(GIVEN INFORMATION)
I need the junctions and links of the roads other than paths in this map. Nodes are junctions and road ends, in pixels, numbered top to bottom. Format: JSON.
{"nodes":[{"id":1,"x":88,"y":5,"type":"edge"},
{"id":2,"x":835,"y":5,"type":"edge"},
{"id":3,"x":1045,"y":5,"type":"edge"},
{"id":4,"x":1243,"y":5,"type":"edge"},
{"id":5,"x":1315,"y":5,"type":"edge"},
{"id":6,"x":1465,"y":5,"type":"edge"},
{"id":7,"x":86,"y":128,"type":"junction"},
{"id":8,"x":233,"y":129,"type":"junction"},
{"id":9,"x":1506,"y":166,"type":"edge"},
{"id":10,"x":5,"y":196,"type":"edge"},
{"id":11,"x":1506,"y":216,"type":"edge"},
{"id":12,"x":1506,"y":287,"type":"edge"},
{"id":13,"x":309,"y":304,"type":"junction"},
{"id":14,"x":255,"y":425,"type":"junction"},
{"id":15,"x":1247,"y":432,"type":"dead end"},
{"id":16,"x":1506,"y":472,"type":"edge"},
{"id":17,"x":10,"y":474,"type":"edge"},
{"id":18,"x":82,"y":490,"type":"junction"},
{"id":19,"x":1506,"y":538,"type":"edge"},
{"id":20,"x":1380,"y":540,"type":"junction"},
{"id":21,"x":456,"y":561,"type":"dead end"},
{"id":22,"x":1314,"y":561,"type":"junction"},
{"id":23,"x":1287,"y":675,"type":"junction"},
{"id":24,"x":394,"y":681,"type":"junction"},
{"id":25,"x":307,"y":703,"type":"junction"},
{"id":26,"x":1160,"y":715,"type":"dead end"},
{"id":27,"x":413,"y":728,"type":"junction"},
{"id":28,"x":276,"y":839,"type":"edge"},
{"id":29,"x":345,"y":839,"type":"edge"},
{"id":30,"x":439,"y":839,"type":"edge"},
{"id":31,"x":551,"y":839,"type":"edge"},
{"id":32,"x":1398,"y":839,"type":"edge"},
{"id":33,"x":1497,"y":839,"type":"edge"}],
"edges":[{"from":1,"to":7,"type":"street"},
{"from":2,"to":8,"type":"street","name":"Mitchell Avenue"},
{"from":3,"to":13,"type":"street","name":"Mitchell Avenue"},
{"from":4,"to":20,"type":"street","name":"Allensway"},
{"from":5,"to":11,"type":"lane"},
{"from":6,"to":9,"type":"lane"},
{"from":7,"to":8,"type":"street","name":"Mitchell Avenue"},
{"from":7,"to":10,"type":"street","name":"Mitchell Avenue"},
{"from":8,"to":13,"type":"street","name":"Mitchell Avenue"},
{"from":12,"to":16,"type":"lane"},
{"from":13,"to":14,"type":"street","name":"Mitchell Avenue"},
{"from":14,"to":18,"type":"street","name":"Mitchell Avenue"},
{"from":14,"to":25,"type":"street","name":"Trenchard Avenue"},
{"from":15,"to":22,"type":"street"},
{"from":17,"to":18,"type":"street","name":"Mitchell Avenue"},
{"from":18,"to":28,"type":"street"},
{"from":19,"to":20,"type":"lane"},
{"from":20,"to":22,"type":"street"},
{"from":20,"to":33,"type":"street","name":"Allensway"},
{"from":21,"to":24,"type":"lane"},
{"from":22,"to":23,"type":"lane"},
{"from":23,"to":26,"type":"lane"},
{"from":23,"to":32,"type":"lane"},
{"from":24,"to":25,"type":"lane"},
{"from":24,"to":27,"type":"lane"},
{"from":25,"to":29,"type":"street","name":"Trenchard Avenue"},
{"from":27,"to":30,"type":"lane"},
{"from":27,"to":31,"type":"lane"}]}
(End GIVEN INFORMATION)
WHAT IS NEEDED: The reply is to be an exact copy of the listing.

OUTPUT FOR THIS EXERCISE:
I need the junctions and links of the roads other than paths in this map. Nodes are junctions and road ends, in pixels, numbered top to bottom. Format: JSON.
{"nodes":[{"id":1,"x":88,"y":5,"type":"edge"},
{"id":2,"x":835,"y":5,"type":"edge"},
{"id":3,"x":1045,"y":5,"type":"edge"},
{"id":4,"x":1243,"y":5,"type":"edge"},
{"id":5,"x":1315,"y":5,"type":"edge"},
{"id":6,"x":1465,"y":5,"type":"edge"},
{"id":7,"x":86,"y":128,"type":"junction"},
{"id":8,"x":233,"y":129,"type":"junction"},
{"id":9,"x":1506,"y":166,"type":"edge"},
{"id":10,"x":5,"y":196,"type":"edge"},
{"id":11,"x":1506,"y":216,"type":"edge"},
{"id":12,"x":1506,"y":287,"type":"edge"},
{"id":13,"x":309,"y":304,"type":"junction"},
{"id":14,"x":255,"y":425,"type":"junction"},
{"id":15,"x":1247,"y":432,"type":"dead end"},
{"id":16,"x":1506,"y":472,"type":"edge"},
{"id":17,"x":10,"y":474,"type":"edge"},
{"id":18,"x":82,"y":490,"type":"junction"},
{"id":19,"x":1506,"y":538,"type":"edge"},
{"id":20,"x":1380,"y":540,"type":"junction"},
{"id":21,"x":456,"y":561,"type":"dead end"},
{"id":22,"x":1314,"y":561,"type":"junction"},
{"id":23,"x":1287,"y":675,"type":"junction"},
{"id":24,"x":394,"y":681,"type":"junction"},
{"id":25,"x":307,"y":703,"type":"junction"},
{"id":26,"x":1160,"y":715,"type":"dead end"},
{"id":27,"x":413,"y":728,"type":"junction"},
{"id":28,"x":276,"y":839,"type":"edge"},
{"id":29,"x":345,"y":839,"type":"edge"},
{"id":30,"x":439,"y":839,"type":"edge"},
{"id":31,"x":551,"y":839,"type":"edge"},
{"id":32,"x":1398,"y":839,"type":"edge"},
{"id":33,"x":1497,"y":839,"type":"edge"}],
"edges":[{"from":1,"to":7,"type":"street"},
{"from":2,"to":8,"type":"street","name":"Mitchell Avenue"},
{"from":3,"to":13,"type":"street","name":"Mitchell Avenue"},
{"from":4,"to":20,"type":"street","name":"Allensway"},
{"from":5,"to":11,"type":"lane"},
{"from":6,"to":9,"type":"lane"},
{"from":7,"to":8,"type":"street","name":"Mitchell Avenue"},
{"from":7,"to":10,"type":"street","name":"Mitchell Avenue"},
{"from":8,"to":13,"type":"street","name":"Mitchell Avenue"},
{"from":12,"to":16,"type":"lane"},
{"from":13,"to":14,"type":"street","name":"Mitchell Avenue"},
{"from":14,"to":18,"type":"street","name":"Mitchell Avenue"},
{"from":14,"to":25,"type":"street","name":"Trenchard Avenue"},
{"from":15,"to":22,"type":"street"},
{"from":17,"to":18,"type":"street","name":"Mitchell Avenue"},
{"from":18,"to":28,"type":"street"},
{"from":19,"to":20,"type":"lane"},
{"from":20,"to":22,"type":"street"},
{"from":20,"to":33,"type":"street","name":"Allensway"},
{"from":21,"to":24,"type":"lane"},
{"from":22,"to":23,"type":"lane"},
{"from":23,"to":26,"type":"lane"},
{"from":23,"to":32,"type":"lane"},
{"from":24,"to":25,"type":"lane"},
{"from":24,"to":27,"type":"lane"},
{"from":25,"to":29,"type":"street","name":"Trenchard Avenue"},
{"from":27,"to":30,"type":"lane"},
{"from":27,"to":31,"type":"lane"}]}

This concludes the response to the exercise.